Naturally, this will cause our students to fall further and further behind students from other countries. Naturally, fundamentalist parents won’t give a fig about this since heaven is their home.

Mary Elizabeth ...from Good Mom

January 17th, 2012
12:54 pm

ME says “When Georgia’s teachers are not of the highest quality, students, as well as the state of Georgia, will suffer the consequences.”

Very well said, Mary. The quality (and I would add integrity) of the teachers matter. If you believe many teachers on this blog, the quality of the teacher does not matter at all and education is completely dependent on the parents.

To TOny ...from Good Mom

January 17th, 2012
12:57 pm

Tony, I would truly like to believe what you say and I quote “Most of the 180 districts in Georgia are honorable in their use of funds to educate children and they are being robbed of the opportunities to provide needed services for students due to the underfunding of our public schools.”

…but how do you know, Tony?
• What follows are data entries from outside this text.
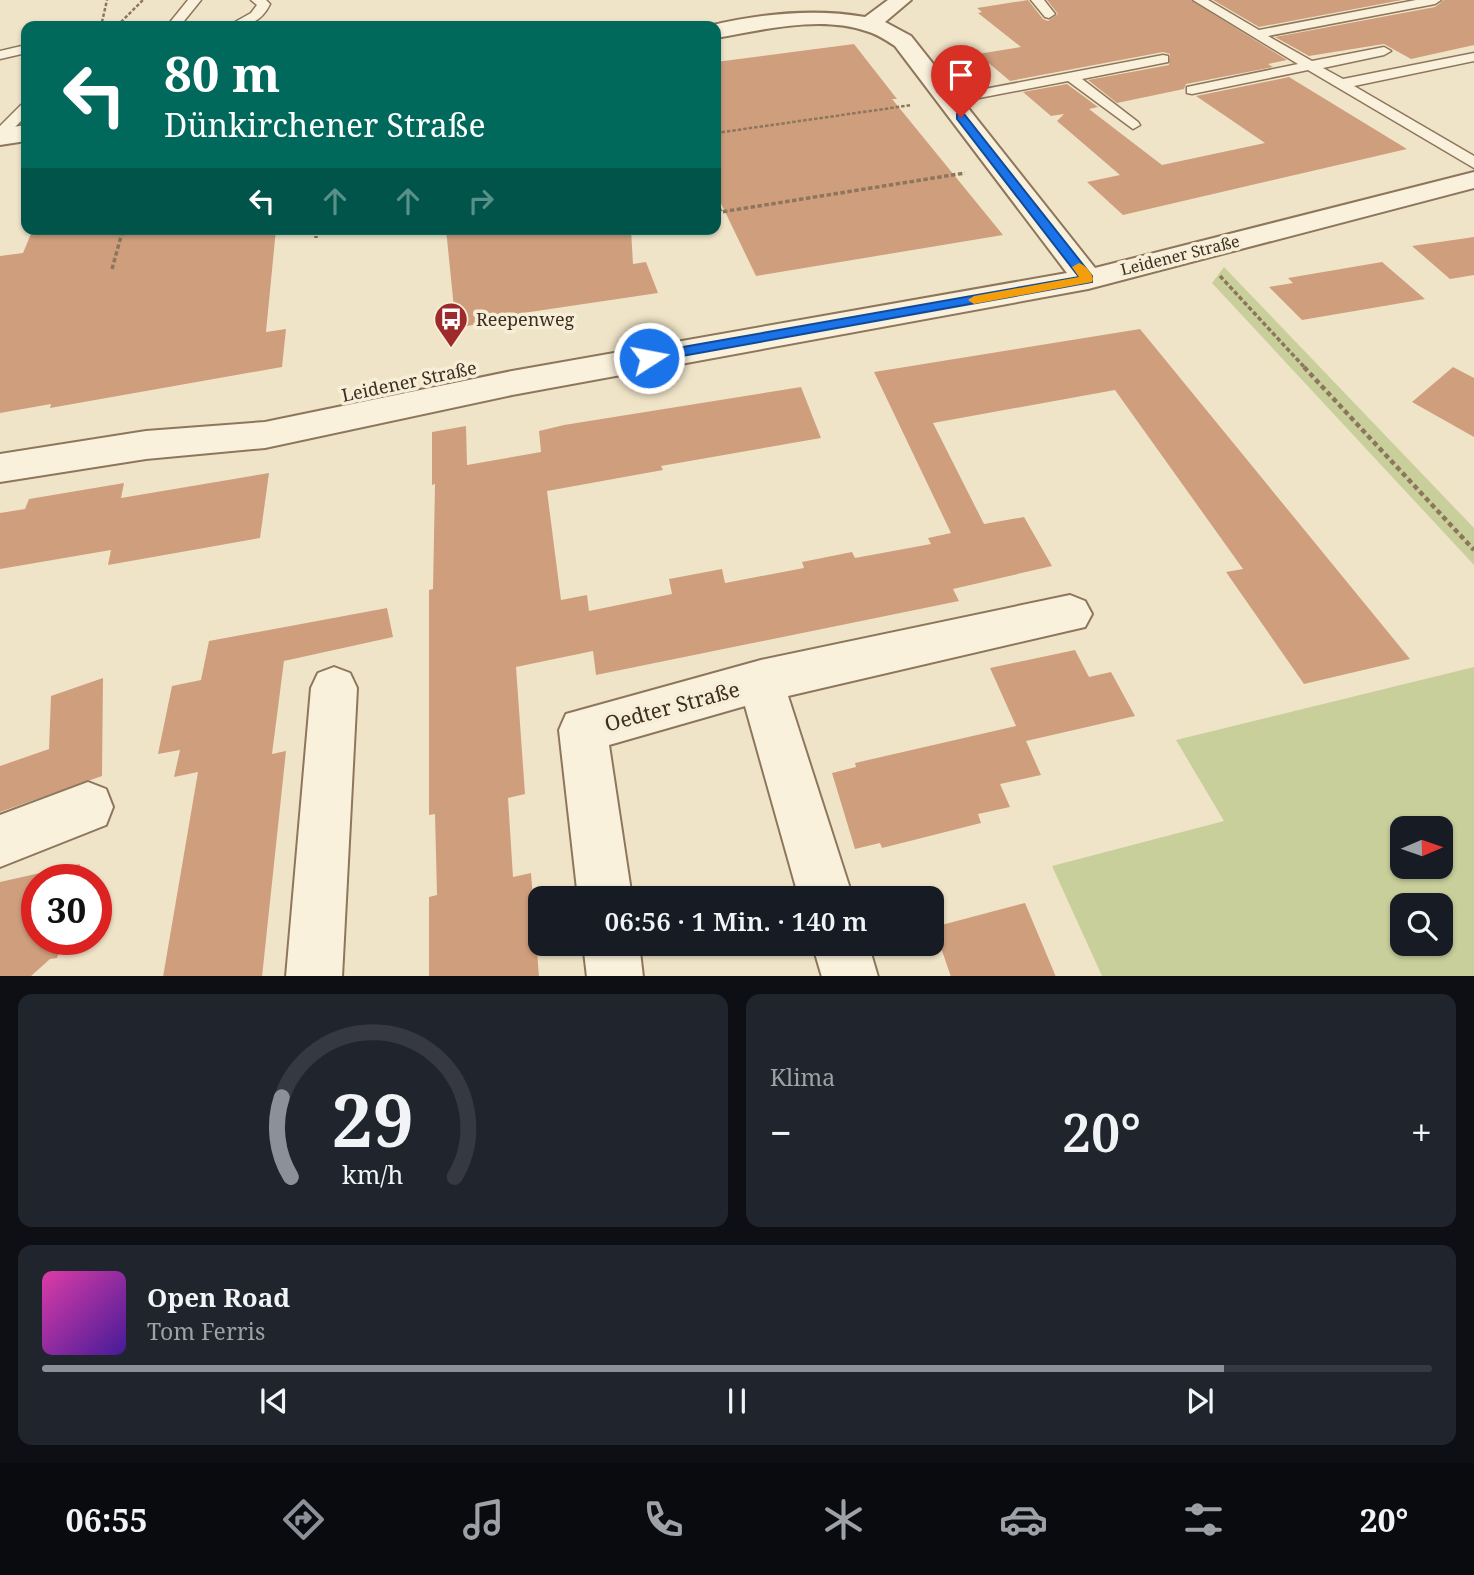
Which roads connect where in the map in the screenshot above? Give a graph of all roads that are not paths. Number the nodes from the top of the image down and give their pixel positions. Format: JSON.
{"nodes":[{"id":1,"x":257,"y":0,"type":"edge"},
{"id":2,"x":901,"y":0,"type":"edge"},
{"id":3,"x":1037,"y":0,"type":"edge"},
{"id":4,"x":1231,"y":0,"type":"edge"},
{"id":5,"x":1435,"y":0,"type":"edge"},
{"id":6,"x":197,"y":1,"type":"edge"},
{"id":7,"x":1203,"y":2,"type":"edge"},
{"id":8,"x":1049,"y":14,"type":"dead end"},
{"id":9,"x":178,"y":21,"type":"edge"},
{"id":10,"x":248,"y":21,"type":"edge"},
{"id":11,"x":869,"y":24,"type":"junction"},
{"id":12,"x":721,"y":30,"type":"edge"},
{"id":13,"x":1257,"y":34,"type":"junction"},
{"id":14,"x":21,"y":50,"type":"edge"},
{"id":15,"x":1384,"y":51,"type":"dead end"},
{"id":16,"x":0,"y":55,"type":"edge"},
{"id":17,"x":1474,"y":57,"type":"edge"},
{"id":18,"x":1163,"y":59,"type":"dead end"},
{"id":19,"x":1311,"y":66,"type":"junction"},
{"id":20,"x":1070,"y":76,"type":"junction"},
{"id":21,"x":1341,"y":84,"type":"junction"},
{"id":22,"x":1192,"y":90,"type":"dead end"},
{"id":23,"x":948,"y":100,"type":"junction"},
{"id":24,"x":21,"y":113,"type":"edge"},
{"id":25,"x":1133,"y":125,"type":"dead end"},
{"id":26,"x":21,"y":133,"type":"edge"},
{"id":27,"x":0,"y":135,"type":"edge"},
{"id":28,"x":1474,"y":163,"type":"edge"},
{"id":29,"x":1474,"y":180,"type":"edge"},
{"id":30,"x":1088,"y":279,"type":"junction"},
{"id":31,"x":0,"y":468,"type":"edge"},
{"id":32,"x":1070,"y":614,"type":"dead end"},
{"id":33,"x":761,"y":681,"type":"junction"},
{"id":34,"x":334,"y":688,"type":"dead end"},
{"id":35,"x":88,"y":807,"type":"dead end"},
{"id":36,"x":0,"y":841,"type":"edge"},
{"id":37,"x":603,"y":886,"type":"edge"},
{"id":38,"x":822,"y":886,"type":"edge"},
{"id":39,"x":613,"y":956,"type":"edge"},
{"id":40,"x":844,"y":956,"type":"edge"},
{"id":41,"x":314,"y":976,"type":"edge"},
{"id":42,"x":615,"y":976,"type":"edge"},
{"id":43,"x":850,"y":976,"type":"edge"}],
"edges":[{"from":1,"to":10,"type":"lane"},
{"from":2,"to":11,"type":"street"},
{"from":3,"to":8,"type":"lane"},
{"from":4,"to":7,"type":"lane"},
{"from":5,"to":13,"type":"lane"},
{"from":6,"to":9,"type":"lane"},
{"from":7,"to":13,"type":"lane"},
{"from":11,"to":12,"type":"street"},
{"from":11,"to":23,"type":"street"},
{"from":13,"to":19,"type":"lane"},
{"from":14,"to":16,"type":"lane"},
{"from":15,"to":19,"type":"lane"},
{"from":17,"to":21,"type":"lane"},
{"from":18,"to":20,"type":"lane"},
{"from":19,"to":21,"type":"lane"},
{"from":19,"to":22,"type":"lane"},
{"from":20,"to":23,"type":"lane"},
{"from":20,"to":25,"type":"lane"},
{"from":21,"to":28,"type":"lane"},
{"from":23,"to":30,"type":"street"},
{"from":24,"to":27,"type":"lane"},
{"from":26,"to":27,"type":"street"},
{"from":29,"to":30,"type":"street","name":"Leidener Straße"},
{"from":30,"to":31,"type":"street","name":"Leidener Straße"},
{"from":32,"to":33,"type":"street","name":"Oedter Straße"},
{"from":33,"to":37,"type":"street","name":"Oedter Straße"},
{"from":33,"to":38,"type":"street","name":"Oedter Straße"},
{"from":34,"to":41,"type":"street"},
{"from":35,"to":36,"type":"street"},
{"from":39,"to":42,"type":"street"},
{"from":40,"to":43,"type":"street"}]}
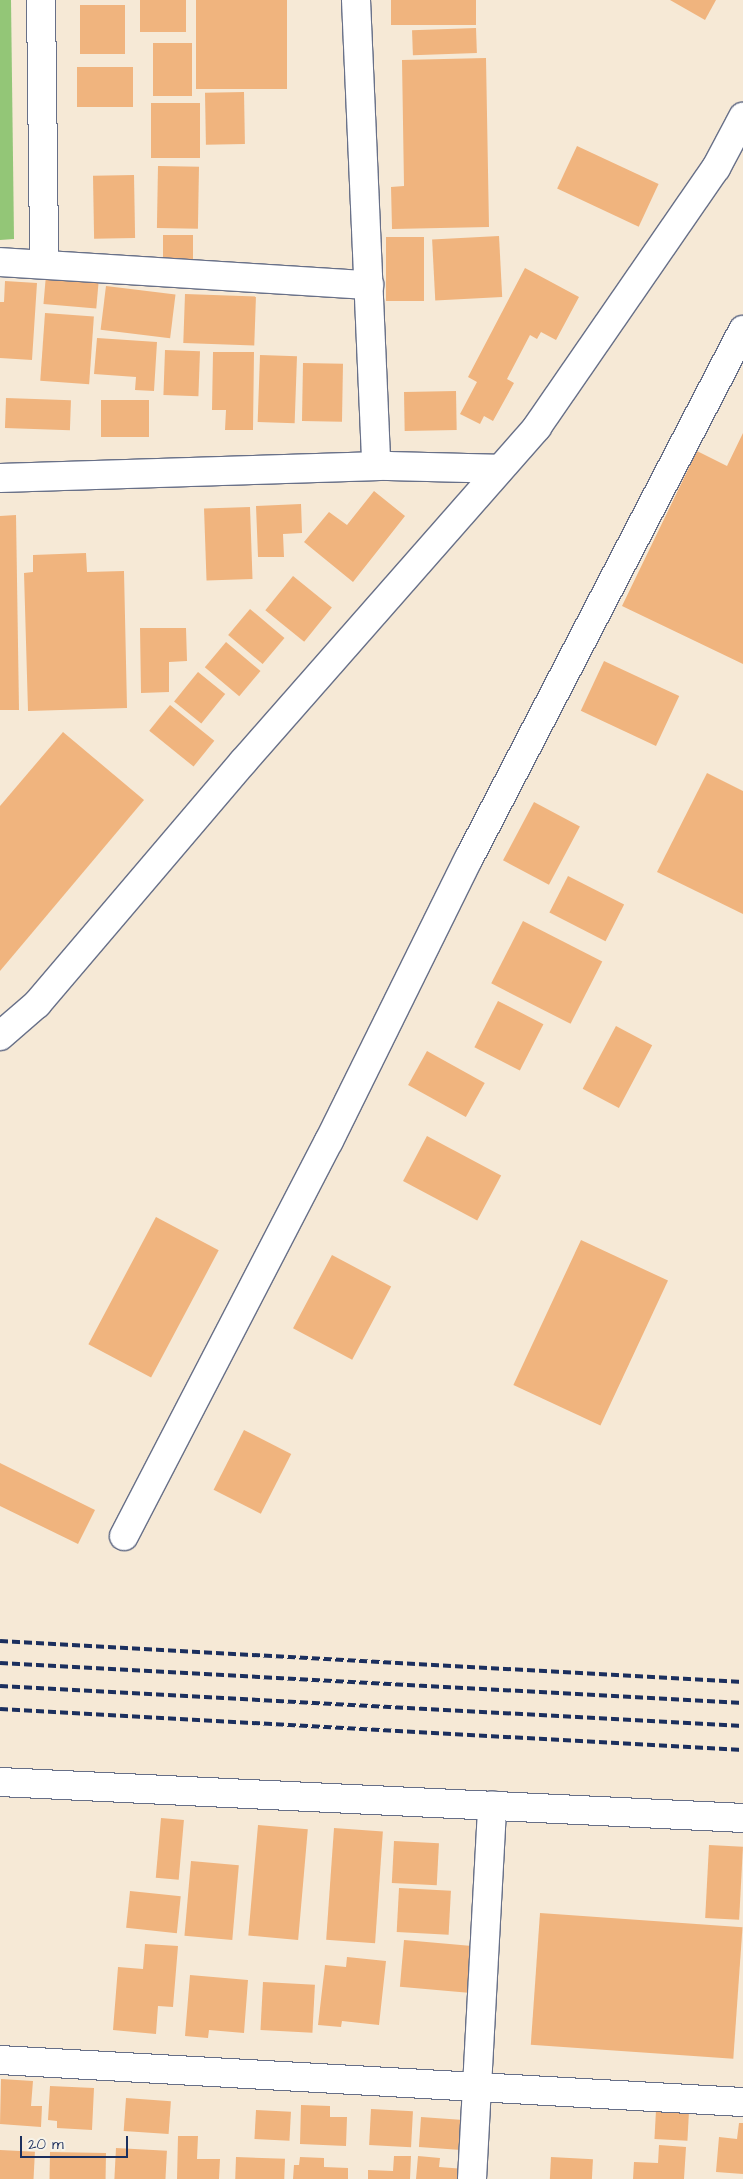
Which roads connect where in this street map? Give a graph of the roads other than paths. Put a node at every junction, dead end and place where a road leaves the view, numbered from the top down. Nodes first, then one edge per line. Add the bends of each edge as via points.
1 (41, 0) edge
2 (356, 0) edge
3 (743, 117) edge
4 (0, 262) edge
5 (44, 263) junction
6 (369, 285) junction
7 (743, 330) edge
8 (376, 466) junction
9 (500, 469) junction
10 (0, 478) edge
11 (0, 1036) edge
12 (124, 1536) dead end
13 (0, 1782) edge
14 (492, 1806) junction
15 (743, 1818) edge
16 (0, 2060) edge
17 (477, 2087) junction
18 (743, 2102) edge
19 (472, 2179) edge

1 - 5 street
2 - 6 street
3 - 9 street via 716,168 548,411
4 - 5 street
5 - 6 street
6 - 8 street
7 - 12 street via 469,858 329,1141
8 - 9 street
8 - 10 street
9 - 11 street via 243,762 37,1004
13 - 14 street
14 - 15 street
14 - 17 street
16 - 17 street
17 - 18 street
17 - 19 street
How do you know that corruption is in only two or three places? This is a respectful question, not a rude challenge.

Baba ganusch

January 17th, 2012
12:58 pm

Of course Mr. Martin’s summary also doesn’t tell the full tale either, just as he is accusing the Governor of doing. It all seems accurate but he left out the simple fact that cuts, reductions, reduced workforce, no raises, etc. have been considerably worse in almost all other areas (Agencies) funded by the state. So while education funding may have taken an 8% decline other agencies like the Department of Natural Resources (to name one) has been cut about %45. This fact argues against any systemmatic and purposeful “starvation” of education.

Big Brother

January 17th, 2012
1:09 pm

Not to worry. E-SPLOST will take care of everything. ;)

FCS Teacher

January 17th, 2012
1:10 pm

Maureen,

Do you have any more information about, and or explaining the implications of House Bill 664 which Mary Elizabeth mentions?

Pompano

January 17th, 2012
1:13 pm

@Tony – not sure where you live, but here in Gwinnett we use Education dollars to fund shady land deals for connected politocos to the tune of several million. Our Emperor Wilbanks also built a multi-million palace for himself with taxpayer funds (and also another shady deal).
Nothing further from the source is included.